Lucy Lippard

What do we want to say? How do we want to say it?

18 and 19 October, 2018 - 7pm and 5pm
Sold out tickets
Place
Nouvel Building, Auditorium 400 and Study Centre
Admission

Lecture: Thursday, October 18 – 7pm
(Free admission until full capacity is reached)
Workshop: Friday, October 19 – 5pm
15 places available

Registration closed
Participants will be informed of the selection via email on 10 October

Language:

The workshop will be conducted in English and will not have simultaneous interpretation into Spanish

Education programme developed with the patronage of the Fundación Banco Santander

Organized by
Museo Reina Sofía

Lucy Lippard (1937) is an American writer, art critic, curator and activist whose reflections have been at the centre of contemporary discussions of feminism, identity, and life’s capacity to transform art. Lippard will be presenting the seventh lecture within the lecture series of Museo Reina Sofía, which on this occasion will be complemented by a workshop led by Lippard herself.

Lippard’s work has been central to a number of contemporary debates including the dematerialization of art in the late 1960s, artistic protests against the Vietnam War in 1970, feminist identity, the aesthetics of social minorities in US, and, more recently, the relationships between art, territory and ecology. However, her trajectory has gradually led her away from art institutions and the art system and into approaching art from life itself.

Since 2010, the academic year of the Study Centre is inaugurated and closed with a lecture. Linda Nochlin, T. J. Clark, Hans Belting, Simón Marchán, Benjamin Buchloh, and Nelly Richard have each explored in their lectures different methodological approaches and tensions affecting art history in recent years.
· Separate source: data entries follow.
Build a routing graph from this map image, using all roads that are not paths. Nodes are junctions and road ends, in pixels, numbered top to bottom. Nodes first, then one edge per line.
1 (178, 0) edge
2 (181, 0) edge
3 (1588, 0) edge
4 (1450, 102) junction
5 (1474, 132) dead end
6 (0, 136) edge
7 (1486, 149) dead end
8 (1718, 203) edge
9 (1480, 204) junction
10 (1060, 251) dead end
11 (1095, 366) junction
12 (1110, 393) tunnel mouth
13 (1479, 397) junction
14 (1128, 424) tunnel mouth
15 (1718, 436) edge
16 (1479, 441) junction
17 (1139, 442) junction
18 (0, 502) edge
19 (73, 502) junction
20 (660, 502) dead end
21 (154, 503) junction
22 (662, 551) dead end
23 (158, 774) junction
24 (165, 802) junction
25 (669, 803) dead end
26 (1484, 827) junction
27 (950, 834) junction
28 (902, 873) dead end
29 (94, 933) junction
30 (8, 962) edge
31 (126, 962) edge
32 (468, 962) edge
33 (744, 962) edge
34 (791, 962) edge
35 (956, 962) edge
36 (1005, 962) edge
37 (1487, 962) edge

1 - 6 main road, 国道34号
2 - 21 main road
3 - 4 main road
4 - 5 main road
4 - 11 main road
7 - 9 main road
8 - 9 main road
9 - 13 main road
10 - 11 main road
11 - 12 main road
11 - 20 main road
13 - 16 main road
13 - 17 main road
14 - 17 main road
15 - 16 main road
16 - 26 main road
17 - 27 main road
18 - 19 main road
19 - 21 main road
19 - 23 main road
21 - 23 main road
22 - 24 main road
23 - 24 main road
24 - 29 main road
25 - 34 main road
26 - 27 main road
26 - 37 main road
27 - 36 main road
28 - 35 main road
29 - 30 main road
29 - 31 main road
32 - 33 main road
In this seventh lecture the programme has been renamed the Juan Antonio Ramírez Chair by the Museo in homage to the art historian and lecturer Juan Antonio Ramírez (1948–2009), the founder of the MA in Contemporary Art History and Visual Culture, run by the Autonomous and Complutense Universities of Madrid and the Museo Reina Sofía, and a tireless advocate of the ethical and conceptual possibilities of modern and contemporary art.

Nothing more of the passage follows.